We are now able to run code quiet easily and the character problems are mostly solved. (We still can't use some characters but we shall do without them) However, some limits still remain. No builtins, no access to modules, and a character limit. Let's solve that last problem first, that way it won't bother us afterwards.

Solving the length limit

To achieve this we shall add a third execution stage, the second stage (the original exec statement), which can be triggered as many times as we want, will be tasked with building the final payload. For this it will need to store the query parts somewhere, and concatenate the new parts as they arrive.

We need a place to store stuff where we can comeback in the next exec. Finding a place where we can comeback is easy.

If you have ever done any kind of python jail-escaping the following should be familiar to you.

().__class__.__base__.__subclasses__()

This get's the tuple's type's (().__class__) parent (__base__) which is object, then lists all its subclasses that python knows of. Somewhere in those we should be able to find one which we are allowed to call setattr on. Indeed we are lucky and find:

>>> ().__class__.__base__.__subclasses__()[-2]
<class 'codecs.IncrementalDecoder'>

>>> ().__class__.__base__.__subclasses__()[-2].test = "wapiflapi"
>>> print ().__class__.__base__.__subclasses__()[-2].test
wapiflapi

All the code should work on python 2.6.6, but it is trivial to adapt to other versions.

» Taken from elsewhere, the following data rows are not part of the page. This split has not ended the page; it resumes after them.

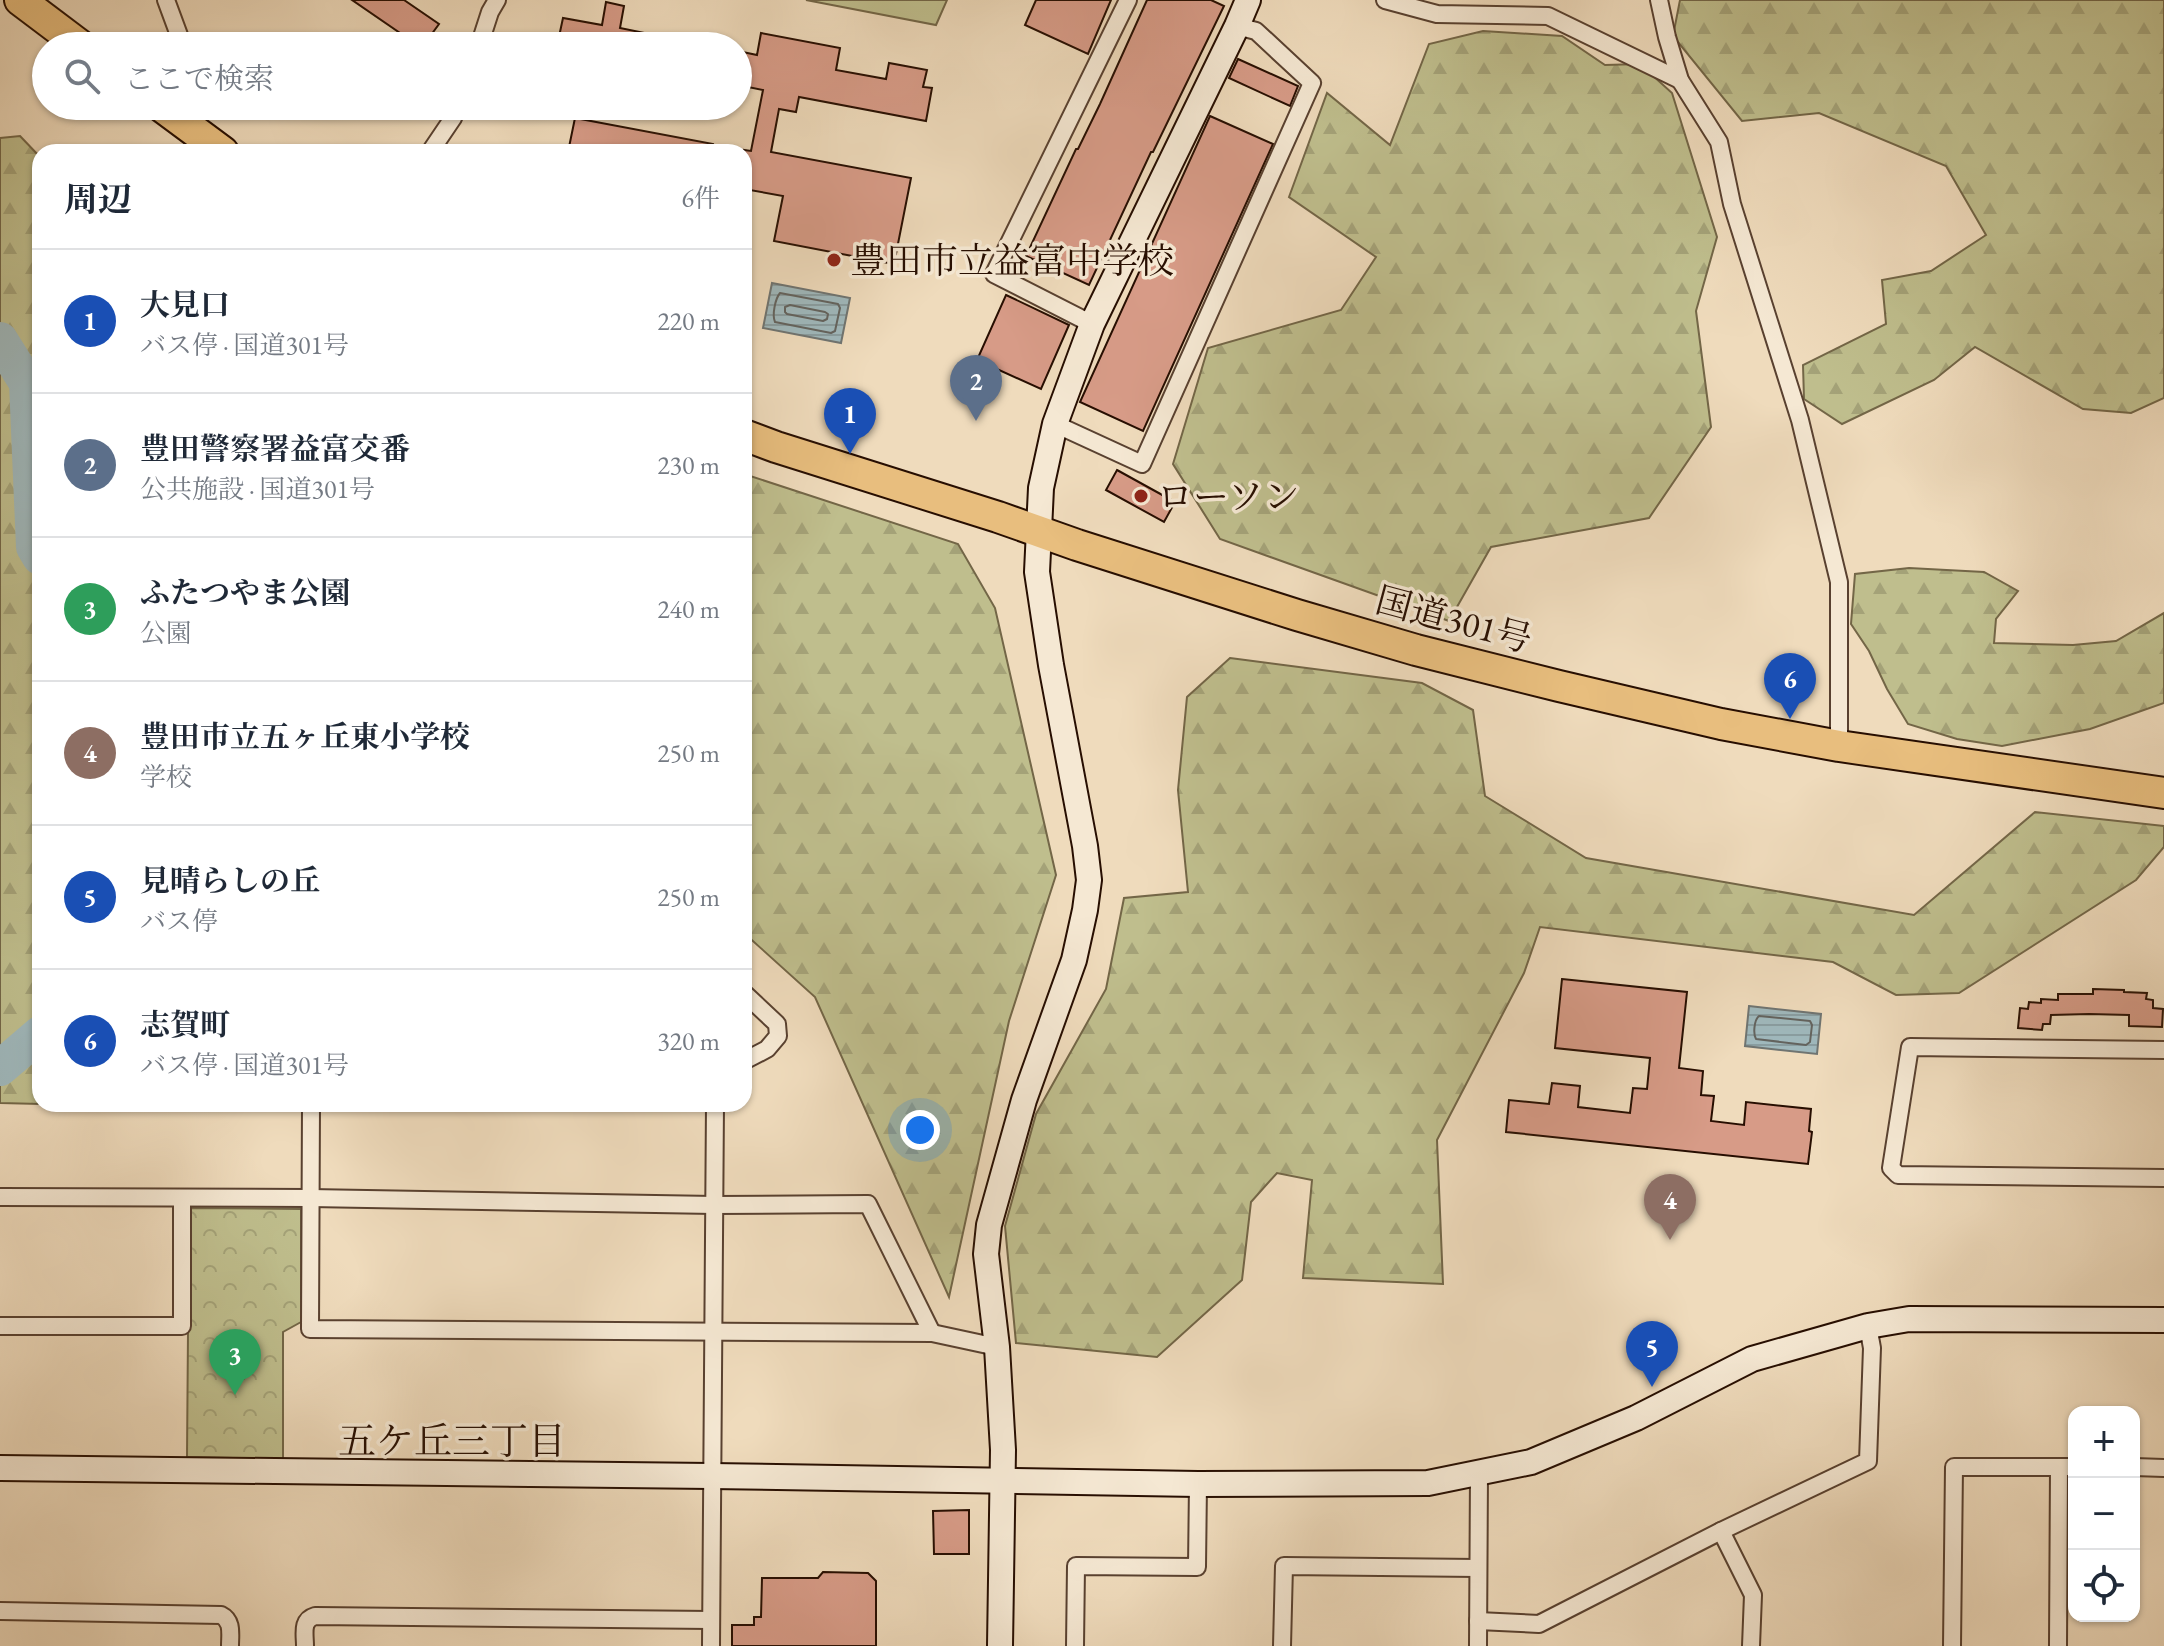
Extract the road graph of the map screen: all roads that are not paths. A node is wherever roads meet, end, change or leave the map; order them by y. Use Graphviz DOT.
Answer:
graph roads {
  1 [pos="20,0"];
  2 [pos="166,0"];
  3 [pos="497,0"];
  4 [pos="1128,0"];
  5 [pos="1385,0"];
  6 [pos="1659,0"];
  7 [pos="1245,1"];
  8 [pos="1237,26"];
  9 [pos="62,32"];
  10 [pos="178,32"];
  11 [pos="484,32"];
  12 [pos="1680,80"];
  13 [pos="188,120"];
  14 [pos="452,120"];
  15 [pos="214,144"];
  16 [pos="435,144"];
  17 [pos="1092,324"];
  18 [pos="1055,424"];
  19 [pos="752,438"];
  20 [pos="1038,531"];
  21 [pos="1839,746"];
  22 [pos="2164,793"];
  23 [pos="752,1001"];
  24 [pos="2164,1050"];
  25 [pos="752,1057"];
  26 [pos="311,1112"];
  27 [pos="715,1112"];
  28 [pos="2164,1178"];
  29 [pos="0,1197"];
  30 [pos="182,1198"];
  31 [pos="310,1198"];
  32 [pos="714,1205"];
  33 [pos="2164,1320"];
  34 [pos="0,1326"];
  35 [pos="1868,1326"];
  36 [pos="713,1333"];
  37 [pos="932,1333"];
  38 [pos="997,1347"];
  39 [pos="2066,1467"];
  40 [pos="2140,1467"];
  41 [pos="0,1468"];
  42 [pos="2164,1468"];
  43 [pos="1479,1474"];
  44 [pos="711,1476"];
  45 [pos="1002,1480"];
  46 [pos="1198,1484"];
  47 [pos="1721,1531"];
  48 [pos="1478,1568"];
  49 [pos="0,1611"];
  50 [pos="711,1620"];
  51 [pos="1478,1621"];
  52 [pos="230,1646"];
  53 [pos="305,1646"];
  54 [pos="711,1646"];
  55 [pos="1000,1646"];
  56 [pos="1075,1646"];
  57 [pos="1282,1646"];
  58 [pos="1478,1646"];
  59 [pos="1751,1646"];
  60 [pos="1952,1646"];
  61 [pos="2058,1646"];
  1 -- 9 [label="highway"];
  2 -- 10 [label="street"];
  3 -- 11 [label="street"];
  4 -- 17 [label="street"];
  5 -- 12 [label="street"];
  6 -- 12 [label="street"];
  7 -- 8 [label="street"];
  8 -- 17 [label="street"];
  8 -- 18 [label="street"];
  12 -- 21 [label="street"];
  13 -- 15 [label="highway"];
  14 -- 16 [label="street"];
  17 -- 18 [label="street"];
  18 -- 20 [label="street"];
  19 -- 20 [label="highway, 国道301号"];
  20 -- 21 [label="highway, 国道301号"];
  20 -- 38 [label="street"];
  21 -- 22 [label="highway, 国道301号"];
  23 -- 25 [label="street"];
  24 -- 28 [label="street"];
  26 -- 31 [label="street"];
  27 -- 32 [label="street"];
  29 -- 30 [label="street"];
  30 -- 31 [label="street"];
  30 -- 34 [label="street"];
  31 -- 32 [label="street"];
  31 -- 36 [label="street"];
  32 -- 36 [label="street"];
  32 -- 37 [label="street"];
  33 -- 35 [label="street"];
  35 -- 43 [label="street"];
  35 -- 47 [label="street"];
  36 -- 37 [label="street"];
  36 -- 44 [label="street"];
  37 -- 38 [label="street"];
  38 -- 45 [label="street"];
  39 -- 60 [label="street"];
  39 -- 61 [label="street"];
  40 -- 42 [label="street"];
  41 -- 44 [label="street"];
  43 -- 46 [label="street"];
  43 -- 48 [label="street"];
  44 -- 45 [label="street"];
  44 -- 50 [label="street"];
  45 -- 46 [label="street"];
  45 -- 55 [label="street"];
  46 -- 56 [label="street"];
  47 -- 51 [label="street"];
  47 -- 59 [label="street"];
  48 -- 51 [label="street"];
  48 -- 57 [label="street"];
  49 -- 52 [label="street"];
  50 -- 53 [label="street"];
  50 -- 54 [label="street"];
  51 -- 58 [label="street"];
}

Neat, we can store stuff in this and come back to it later. That's all we need for our second stage, we are ready to receive the parts from eval, concatenate them into our storage and finally exec the whole payload when we are done.

Battle plan:

This basically solves the problem at hand (the length limit), the code is pretty trivial and will be shown later when putting everything together. Let's first find-out how to really escape from jail.

Getting out

We want a shell, we want system, execv, fork, dup, in short we want the os module. Where can we find it? We need to look for a module or function that has a reference on os or on something that has a reference on something like that. Here experience plays a big role, and we know from experience that the warnings module is loaded by default and has a lot of nice references. If we can get its globals we should be fine.

What we normally try, and it worked for the NDH Prequals is :

>>> [x for x in ().__class__.__base__.__subclasses__() if x.__name__ == "catch_warnings"][0]()._module
<module 'warnings' from '/usr/lib/python2.7/warnings.pyc'>

This gives us the module straightaway, no questions asked. It's so easy because catch_warnings keeps a reference to its module. But it didn't work this time because catch_warnings uses sys.modules to get that reference, and thus it fails. (They are .clear()ed, remember?)

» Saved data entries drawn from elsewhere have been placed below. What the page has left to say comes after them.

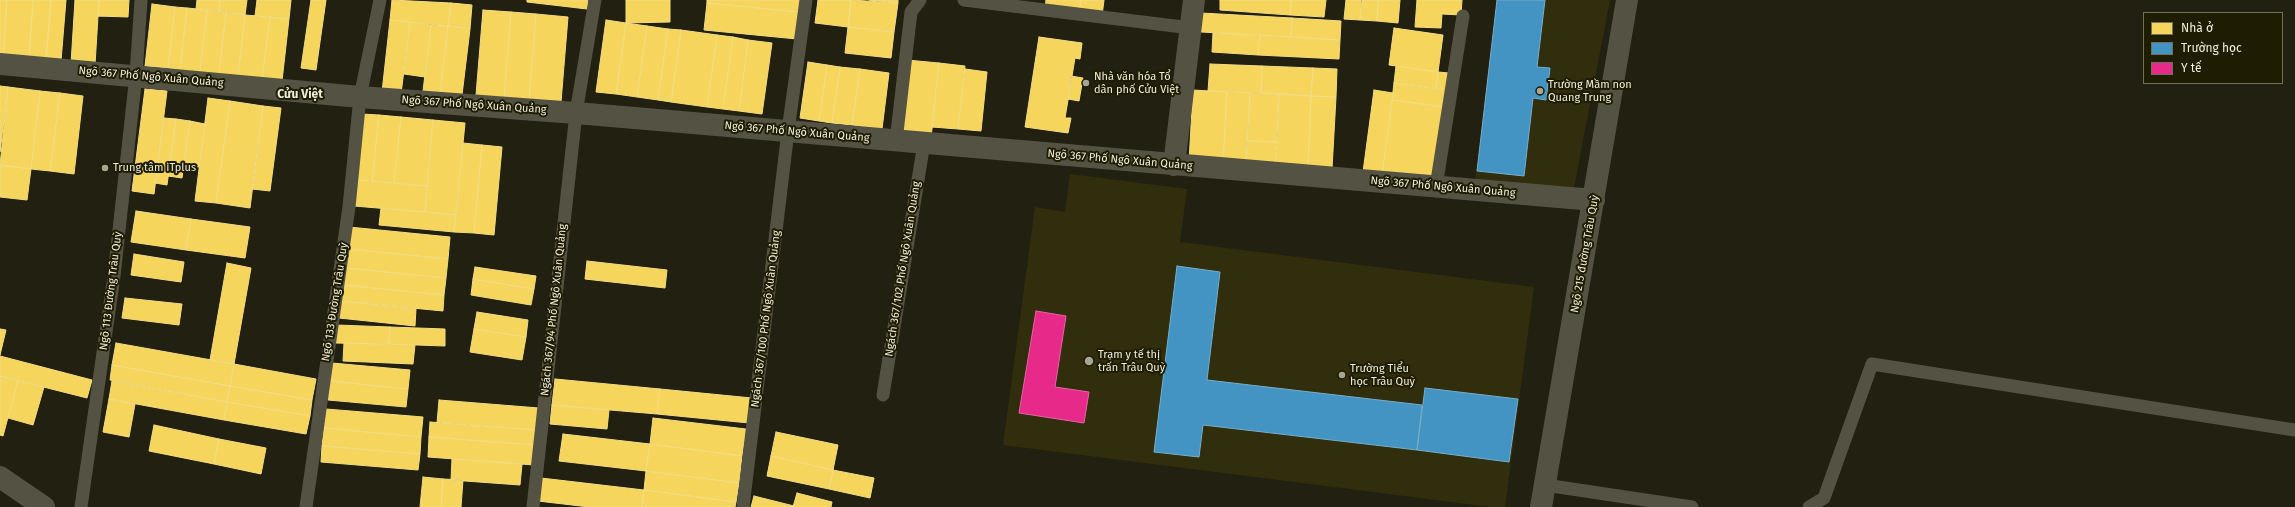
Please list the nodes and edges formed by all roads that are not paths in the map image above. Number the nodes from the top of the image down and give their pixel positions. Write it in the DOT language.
graph roads {
  1 [pos="141,0"];
  2 [pos="380,0"];
  3 [pos="595,0"];
  4 [pos="806,0"];
  5 [pos="964,0"];
  6 [pos="1194,0"];
  7 [pos="1628,0"];
  8 [pos="918,2"];
  9 [pos="1463,16"];
  10 [pos="1191,28"];
  11 [pos="0,64"];
  12 [pos="136,75"];
  13 [pos="360,97"];
  14 [pos="576,113"];
  15 [pos="788,131"];
  16 [pos="896,141"];
  17 [pos="924,143"];
  18 [pos="1174,164"];
  19 [pos="1436,187"];
  20 [pos="1594,200"];
  21 [pos="883,396"];
  22 [pos="2295,430"];
  23 [pos="0,477"];
  24 [pos="1545,485"];
  25 [pos="44,507"];
  26 [pos="81,507"];
  27 [pos="306,507"];
  28 [pos="533,507"];
  29 [pos="743,507"];
  30 [pos="1542,507"];
  31 [pos="1692,507"];
  32 [pos="1809,507"];
  1 -- 12 [label="lane, Ngõ 113 Đường Trâu Quỳ"];
  2 -- 13 [label="lane, Ngõ 133 Đường Trâu Quỳ"];
  3 -- 14 [label="lane, Ngách 367/94 Phố Ngô Xuân Quảng"];
  4 -- 15 [label="lane, Ngách 367/100 Phố Ngô Xuân Quảng"];
  5 -- 10 [label="lane"];
  6 -- 10 [label="street"];
  7 -- 20 [label="street, Ngõ 215 đường Trâu Quỳ"];
  8 -- 16 [label="lane"];
  9 -- 19 [label="lane"];
  10 -- 18 [label="street"];
  11 -- 12 [label="street, Ngõ 367 Phố Ngô Xuân Quảng"];
  12 -- 13 [label="street, Ngõ 367 Phố Ngô Xuân Quảng"];
  12 -- 26 [label="lane, Ngõ 113 Đường Trâu Quỳ"];
  13 -- 14 [label="street, Ngõ 367 Phố Ngô Xuân Quảng"];
  13 -- 27 [label="lane, Ngõ 133 Đường Trâu Quỳ"];
  14 -- 15 [label="street, Ngõ 367 Phố Ngô Xuân Quảng"];
  14 -- 28 [label="lane, Ngách 367/94 Phố Ngô Xuân Quảng"];
  15 -- 16 [label="street, Ngõ 367 Phố Ngô Xuân Quảng"];
  15 -- 29 [label="lane, Ngách 367/100 Phố Ngô Xuân Quảng"];
  16 -- 17 [label="street, Ngõ 367 Phố Ngô Xuân Quảng"];
  17 -- 18 [label="street, Ngõ 367 Phố Ngô Xuân Quảng"];
  17 -- 21 [label="lane, Ngách 367/102 Phố Ngô Xuân Quảng"];
  18 -- 19 [label="street, Ngõ 367 Phố Ngô Xuân Quảng"];
  19 -- 20 [label="street, Ngõ 367 Phố Ngô Xuân Quảng"];
  20 -- 24 [label="street, Ngõ 215 đường Trâu Quỳ"];
  22 -- 32 [label="lane"];
  23 -- 25 [label="street"];
  24 -- 30 [label="street, Ngõ 215 đường Trâu Quỳ"];
  24 -- 31 [label="lane"];
}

Traceback (most recent call last):
  File "/Python-2.6.6/Lib/warnings.py", line 333, in __init__
    self._module = sys.modules['warnings'] if module is None else module
KeyError: 'warnings'

But we still have a way of getting that reference, we saw that functions kept a reference to the globals of the modules in which they where defined. We only have to find a real function in catch_warnings and we should be good to go.

After some searching we find out catch_warnings.__repr__ is backed by a real function. __repr__ itself is an 'instancemethod' not a function, but it's trivial to get the function using __repr__.im_func

Then it's only a matter of getting warnings' globals using func_global which is a reference to it.

>>> g_warnings = [x for x in ().__class__.__base__.__subclasses__() if x.__name__ == "catch_warnings"][0].__repr__.im_func.func_globals
>>> print g_warnings["linecache"].os
<module 'os' from '/Python-2.6.6/Lib/os.pyc'>

warnings imports linecache which in turn imports os. We don't import anything and that is why doing things like this doesn’t disturb the broken mess caused by sys.modules.clear().

Reunion

Now we know everything. We know how to escape the jail, we know how to have enough space to do so and we know how to use the characters we want to craft our code. The only think we miss is putting all this together. And it's pretty easy.

I'd like to thank PPP for their CTF, I really enjoyed it. Also thank you to all the people who helped me learning python and some of its secrets.